Please output exactly the lines from the one containing "middle pip: (269, 146)" through the last line of the records, both included.

[Extracted records]

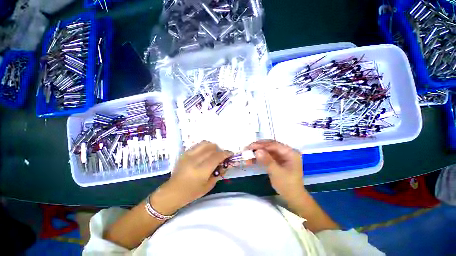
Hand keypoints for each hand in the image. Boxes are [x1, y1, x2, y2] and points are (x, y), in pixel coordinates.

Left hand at [161, 141, 231, 208]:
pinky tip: (205, 153)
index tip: (230, 154)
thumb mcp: (209, 185)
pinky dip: (205, 147)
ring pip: (205, 143)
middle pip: (212, 148)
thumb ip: (219, 173)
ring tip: (214, 153)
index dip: (225, 154)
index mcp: (201, 171)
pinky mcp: (185, 153)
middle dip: (220, 150)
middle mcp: (194, 160)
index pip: (216, 157)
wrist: (172, 192)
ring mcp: (188, 155)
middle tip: (222, 156)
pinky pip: (198, 145)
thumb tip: (226, 164)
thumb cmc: (192, 192)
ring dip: (213, 147)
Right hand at [248, 140, 305, 201]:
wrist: (292, 198)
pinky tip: (250, 161)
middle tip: (247, 149)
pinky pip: (266, 157)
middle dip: (258, 148)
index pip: (274, 145)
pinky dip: (258, 159)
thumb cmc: (287, 185)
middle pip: (269, 146)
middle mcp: (286, 152)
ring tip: (246, 155)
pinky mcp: (276, 161)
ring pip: (266, 151)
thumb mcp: (277, 173)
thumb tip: (257, 151)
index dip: (261, 145)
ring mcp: (281, 156)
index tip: (250, 146)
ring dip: (257, 153)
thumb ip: (267, 161)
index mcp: (290, 152)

[/Extracted records]

Response to the task ::
middle pip: (269, 146)
middle mcp: (286, 152)
ring tip: (246, 155)
pinky mcp: (276, 161)
ring pip: (266, 151)
thumb mcp: (277, 173)
thumb tip: (257, 151)
index dip: (261, 145)
ring mcp: (281, 156)
index tip: (250, 146)
ring dip: (257, 153)
thumb ip: (267, 161)
index mcp: (290, 152)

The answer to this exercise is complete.